## TRY IT
Print back every record below, exactly as it stands.
☆ ☆ ☆
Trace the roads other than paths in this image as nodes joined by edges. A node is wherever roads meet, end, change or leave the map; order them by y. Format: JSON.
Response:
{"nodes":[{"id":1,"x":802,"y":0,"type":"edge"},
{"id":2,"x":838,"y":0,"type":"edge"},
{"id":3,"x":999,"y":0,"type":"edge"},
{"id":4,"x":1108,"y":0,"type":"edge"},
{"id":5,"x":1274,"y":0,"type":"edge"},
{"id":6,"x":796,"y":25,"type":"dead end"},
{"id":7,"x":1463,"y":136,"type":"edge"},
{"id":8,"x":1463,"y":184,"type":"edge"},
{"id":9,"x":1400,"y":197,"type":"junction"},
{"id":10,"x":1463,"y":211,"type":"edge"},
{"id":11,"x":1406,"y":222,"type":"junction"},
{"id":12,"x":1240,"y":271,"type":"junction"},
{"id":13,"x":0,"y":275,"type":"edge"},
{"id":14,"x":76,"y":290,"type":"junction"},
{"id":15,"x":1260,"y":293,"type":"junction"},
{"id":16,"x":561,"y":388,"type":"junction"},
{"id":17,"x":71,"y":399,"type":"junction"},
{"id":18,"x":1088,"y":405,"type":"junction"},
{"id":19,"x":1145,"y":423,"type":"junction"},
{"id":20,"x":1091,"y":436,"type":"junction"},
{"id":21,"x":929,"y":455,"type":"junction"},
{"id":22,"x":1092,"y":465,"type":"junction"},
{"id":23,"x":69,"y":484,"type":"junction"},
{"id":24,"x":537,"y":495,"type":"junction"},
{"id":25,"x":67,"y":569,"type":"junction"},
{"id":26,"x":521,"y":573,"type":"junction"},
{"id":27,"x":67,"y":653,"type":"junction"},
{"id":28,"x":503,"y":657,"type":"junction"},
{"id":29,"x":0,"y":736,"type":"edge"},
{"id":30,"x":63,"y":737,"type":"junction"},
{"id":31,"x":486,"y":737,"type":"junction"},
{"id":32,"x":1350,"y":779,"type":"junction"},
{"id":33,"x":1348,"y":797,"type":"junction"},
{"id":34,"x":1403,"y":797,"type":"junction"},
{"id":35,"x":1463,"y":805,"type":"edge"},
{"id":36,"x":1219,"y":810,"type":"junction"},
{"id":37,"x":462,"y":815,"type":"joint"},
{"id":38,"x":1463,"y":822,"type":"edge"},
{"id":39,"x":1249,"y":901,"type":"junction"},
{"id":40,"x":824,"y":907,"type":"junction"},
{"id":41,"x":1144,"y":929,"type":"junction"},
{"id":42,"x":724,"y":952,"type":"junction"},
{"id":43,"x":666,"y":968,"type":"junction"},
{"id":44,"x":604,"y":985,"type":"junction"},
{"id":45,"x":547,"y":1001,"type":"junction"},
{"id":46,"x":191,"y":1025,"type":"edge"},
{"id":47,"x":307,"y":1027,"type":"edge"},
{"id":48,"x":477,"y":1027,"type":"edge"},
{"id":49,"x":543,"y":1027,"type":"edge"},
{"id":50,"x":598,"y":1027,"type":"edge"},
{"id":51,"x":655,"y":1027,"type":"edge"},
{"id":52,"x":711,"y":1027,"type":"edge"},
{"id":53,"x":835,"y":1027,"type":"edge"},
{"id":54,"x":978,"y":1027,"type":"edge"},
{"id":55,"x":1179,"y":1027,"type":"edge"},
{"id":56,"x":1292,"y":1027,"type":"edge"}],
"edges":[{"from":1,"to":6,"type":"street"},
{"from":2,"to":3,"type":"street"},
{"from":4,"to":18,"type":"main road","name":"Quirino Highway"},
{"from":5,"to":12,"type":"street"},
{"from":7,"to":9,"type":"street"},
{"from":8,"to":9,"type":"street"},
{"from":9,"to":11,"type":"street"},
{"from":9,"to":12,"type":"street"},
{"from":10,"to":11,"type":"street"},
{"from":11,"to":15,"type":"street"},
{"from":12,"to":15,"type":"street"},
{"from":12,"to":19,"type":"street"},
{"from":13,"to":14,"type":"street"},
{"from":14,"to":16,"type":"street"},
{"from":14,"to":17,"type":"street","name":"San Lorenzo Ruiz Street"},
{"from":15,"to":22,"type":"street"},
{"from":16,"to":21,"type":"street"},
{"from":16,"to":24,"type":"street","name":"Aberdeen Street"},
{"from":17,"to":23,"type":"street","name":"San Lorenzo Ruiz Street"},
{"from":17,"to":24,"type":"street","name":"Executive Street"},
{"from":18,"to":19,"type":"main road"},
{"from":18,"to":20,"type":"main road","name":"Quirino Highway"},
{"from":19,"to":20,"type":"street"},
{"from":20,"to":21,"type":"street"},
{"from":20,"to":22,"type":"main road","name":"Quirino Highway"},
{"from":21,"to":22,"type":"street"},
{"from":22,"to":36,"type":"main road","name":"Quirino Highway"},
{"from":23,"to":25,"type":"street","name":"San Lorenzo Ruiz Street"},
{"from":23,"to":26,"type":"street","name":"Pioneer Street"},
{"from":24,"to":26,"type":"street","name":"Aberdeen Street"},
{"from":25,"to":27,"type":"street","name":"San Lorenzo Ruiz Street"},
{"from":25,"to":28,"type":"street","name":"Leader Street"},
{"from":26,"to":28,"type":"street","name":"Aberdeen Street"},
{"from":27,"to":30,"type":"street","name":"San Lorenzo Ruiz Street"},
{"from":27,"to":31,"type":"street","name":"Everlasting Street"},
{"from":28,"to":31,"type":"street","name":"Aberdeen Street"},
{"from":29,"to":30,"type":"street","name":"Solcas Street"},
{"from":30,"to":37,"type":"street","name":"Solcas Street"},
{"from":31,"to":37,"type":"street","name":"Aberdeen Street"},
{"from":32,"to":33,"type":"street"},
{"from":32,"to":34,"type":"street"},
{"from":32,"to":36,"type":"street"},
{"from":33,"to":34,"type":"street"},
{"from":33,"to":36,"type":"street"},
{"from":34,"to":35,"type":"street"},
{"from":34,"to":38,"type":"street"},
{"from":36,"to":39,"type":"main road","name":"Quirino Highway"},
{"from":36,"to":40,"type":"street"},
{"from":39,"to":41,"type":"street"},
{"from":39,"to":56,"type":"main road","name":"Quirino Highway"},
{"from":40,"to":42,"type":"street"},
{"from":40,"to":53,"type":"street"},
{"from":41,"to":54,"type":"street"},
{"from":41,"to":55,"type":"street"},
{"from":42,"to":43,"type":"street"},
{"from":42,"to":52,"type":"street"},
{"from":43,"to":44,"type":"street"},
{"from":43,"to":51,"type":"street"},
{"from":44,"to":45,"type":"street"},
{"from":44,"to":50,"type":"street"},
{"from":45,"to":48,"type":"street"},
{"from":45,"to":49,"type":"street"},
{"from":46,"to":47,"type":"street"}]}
☆ ☆ ☆
## YOUR RESPONSE
Trace the roads other than paths in this image as nodes joined by edges. A node is wherever roads meet, end, change or leave the map; order them by y. Format: JSON.
Response:
{"nodes":[{"id":1,"x":802,"y":0,"type":"edge"},
{"id":2,"x":838,"y":0,"type":"edge"},
{"id":3,"x":999,"y":0,"type":"edge"},
{"id":4,"x":1108,"y":0,"type":"edge"},
{"id":5,"x":1274,"y":0,"type":"edge"},
{"id":6,"x":796,"y":25,"type":"dead end"},
{"id":7,"x":1463,"y":136,"type":"edge"},
{"id":8,"x":1463,"y":184,"type":"edge"},
{"id":9,"x":1400,"y":197,"type":"junction"},
{"id":10,"x":1463,"y":211,"type":"edge"},
{"id":11,"x":1406,"y":222,"type":"junction"},
{"id":12,"x":1240,"y":271,"type":"junction"},
{"id":13,"x":0,"y":275,"type":"edge"},
{"id":14,"x":76,"y":290,"type":"junction"},
{"id":15,"x":1260,"y":293,"type":"junction"},
{"id":16,"x":561,"y":388,"type":"junction"},
{"id":17,"x":71,"y":399,"type":"junction"},
{"id":18,"x":1088,"y":405,"type":"junction"},
{"id":19,"x":1145,"y":423,"type":"junction"},
{"id":20,"x":1091,"y":436,"type":"junction"},
{"id":21,"x":929,"y":455,"type":"junction"},
{"id":22,"x":1092,"y":465,"type":"junction"},
{"id":23,"x":69,"y":484,"type":"junction"},
{"id":24,"x":537,"y":495,"type":"junction"},
{"id":25,"x":67,"y":569,"type":"junction"},
{"id":26,"x":521,"y":573,"type":"junction"},
{"id":27,"x":67,"y":653,"type":"junction"},
{"id":28,"x":503,"y":657,"type":"junction"},
{"id":29,"x":0,"y":736,"type":"edge"},
{"id":30,"x":63,"y":737,"type":"junction"},
{"id":31,"x":486,"y":737,"type":"junction"},
{"id":32,"x":1350,"y":779,"type":"junction"},
{"id":33,"x":1348,"y":797,"type":"junction"},
{"id":34,"x":1403,"y":797,"type":"junction"},
{"id":35,"x":1463,"y":805,"type":"edge"},
{"id":36,"x":1219,"y":810,"type":"junction"},
{"id":37,"x":462,"y":815,"type":"joint"},
{"id":38,"x":1463,"y":822,"type":"edge"},
{"id":39,"x":1249,"y":901,"type":"junction"},
{"id":40,"x":824,"y":907,"type":"junction"},
{"id":41,"x":1144,"y":929,"type":"junction"},
{"id":42,"x":724,"y":952,"type":"junction"},
{"id":43,"x":666,"y":968,"type":"junction"},
{"id":44,"x":604,"y":985,"type":"junction"},
{"id":45,"x":547,"y":1001,"type":"junction"},
{"id":46,"x":191,"y":1025,"type":"edge"},
{"id":47,"x":307,"y":1027,"type":"edge"},
{"id":48,"x":477,"y":1027,"type":"edge"},
{"id":49,"x":543,"y":1027,"type":"edge"},
{"id":50,"x":598,"y":1027,"type":"edge"},
{"id":51,"x":655,"y":1027,"type":"edge"},
{"id":52,"x":711,"y":1027,"type":"edge"},
{"id":53,"x":835,"y":1027,"type":"edge"},
{"id":54,"x":978,"y":1027,"type":"edge"},
{"id":55,"x":1179,"y":1027,"type":"edge"},
{"id":56,"x":1292,"y":1027,"type":"edge"}],
"edges":[{"from":1,"to":6,"type":"street"},
{"from":2,"to":3,"type":"street"},
{"from":4,"to":18,"type":"main road","name":"Quirino Highway"},
{"from":5,"to":12,"type":"street"},
{"from":7,"to":9,"type":"street"},
{"from":8,"to":9,"type":"street"},
{"from":9,"to":11,"type":"street"},
{"from":9,"to":12,"type":"street"},
{"from":10,"to":11,"type":"street"},
{"from":11,"to":15,"type":"street"},
{"from":12,"to":15,"type":"street"},
{"from":12,"to":19,"type":"street"},
{"from":13,"to":14,"type":"street"},
{"from":14,"to":16,"type":"street"},
{"from":14,"to":17,"type":"street","name":"San Lorenzo Ruiz Street"},
{"from":15,"to":22,"type":"street"},
{"from":16,"to":21,"type":"street"},
{"from":16,"to":24,"type":"street","name":"Aberdeen Street"},
{"from":17,"to":23,"type":"street","name":"San Lorenzo Ruiz Street"},
{"from":17,"to":24,"type":"street","name":"Executive Street"},
{"from":18,"to":19,"type":"main road"},
{"from":18,"to":20,"type":"main road","name":"Quirino Highway"},
{"from":19,"to":20,"type":"street"},
{"from":20,"to":21,"type":"street"},
{"from":20,"to":22,"type":"main road","name":"Quirino Highway"},
{"from":21,"to":22,"type":"street"},
{"from":22,"to":36,"type":"main road","name":"Quirino Highway"},
{"from":23,"to":25,"type":"street","name":"San Lorenzo Ruiz Street"},
{"from":23,"to":26,"type":"street","name":"Pioneer Street"},
{"from":24,"to":26,"type":"street","name":"Aberdeen Street"},
{"from":25,"to":27,"type":"street","name":"San Lorenzo Ruiz Street"},
{"from":25,"to":28,"type":"street","name":"Leader Street"},
{"from":26,"to":28,"type":"street","name":"Aberdeen Street"},
{"from":27,"to":30,"type":"street","name":"San Lorenzo Ruiz Street"},
{"from":27,"to":31,"type":"street","name":"Everlasting Street"},
{"from":28,"to":31,"type":"street","name":"Aberdeen Street"},
{"from":29,"to":30,"type":"street","name":"Solcas Street"},
{"from":30,"to":37,"type":"street","name":"Solcas Street"},
{"from":31,"to":37,"type":"street","name":"Aberdeen Street"},
{"from":32,"to":33,"type":"street"},
{"from":32,"to":34,"type":"street"},
{"from":32,"to":36,"type":"street"},
{"from":33,"to":34,"type":"street"},
{"from":33,"to":36,"type":"street"},
{"from":34,"to":35,"type":"street"},
{"from":34,"to":38,"type":"street"},
{"from":36,"to":39,"type":"main road","name":"Quirino Highway"},
{"from":36,"to":40,"type":"street"},
{"from":39,"to":41,"type":"street"},
{"from":39,"to":56,"type":"main road","name":"Quirino Highway"},
{"from":40,"to":42,"type":"street"},
{"from":40,"to":53,"type":"street"},
{"from":41,"to":54,"type":"street"},
{"from":41,"to":55,"type":"street"},
{"from":42,"to":43,"type":"street"},
{"from":42,"to":52,"type":"street"},
{"from":43,"to":44,"type":"street"},
{"from":43,"to":51,"type":"street"},
{"from":44,"to":45,"type":"street"},
{"from":44,"to":50,"type":"street"},
{"from":45,"to":48,"type":"street"},
{"from":45,"to":49,"type":"street"},
{"from":46,"to":47,"type":"street"}]}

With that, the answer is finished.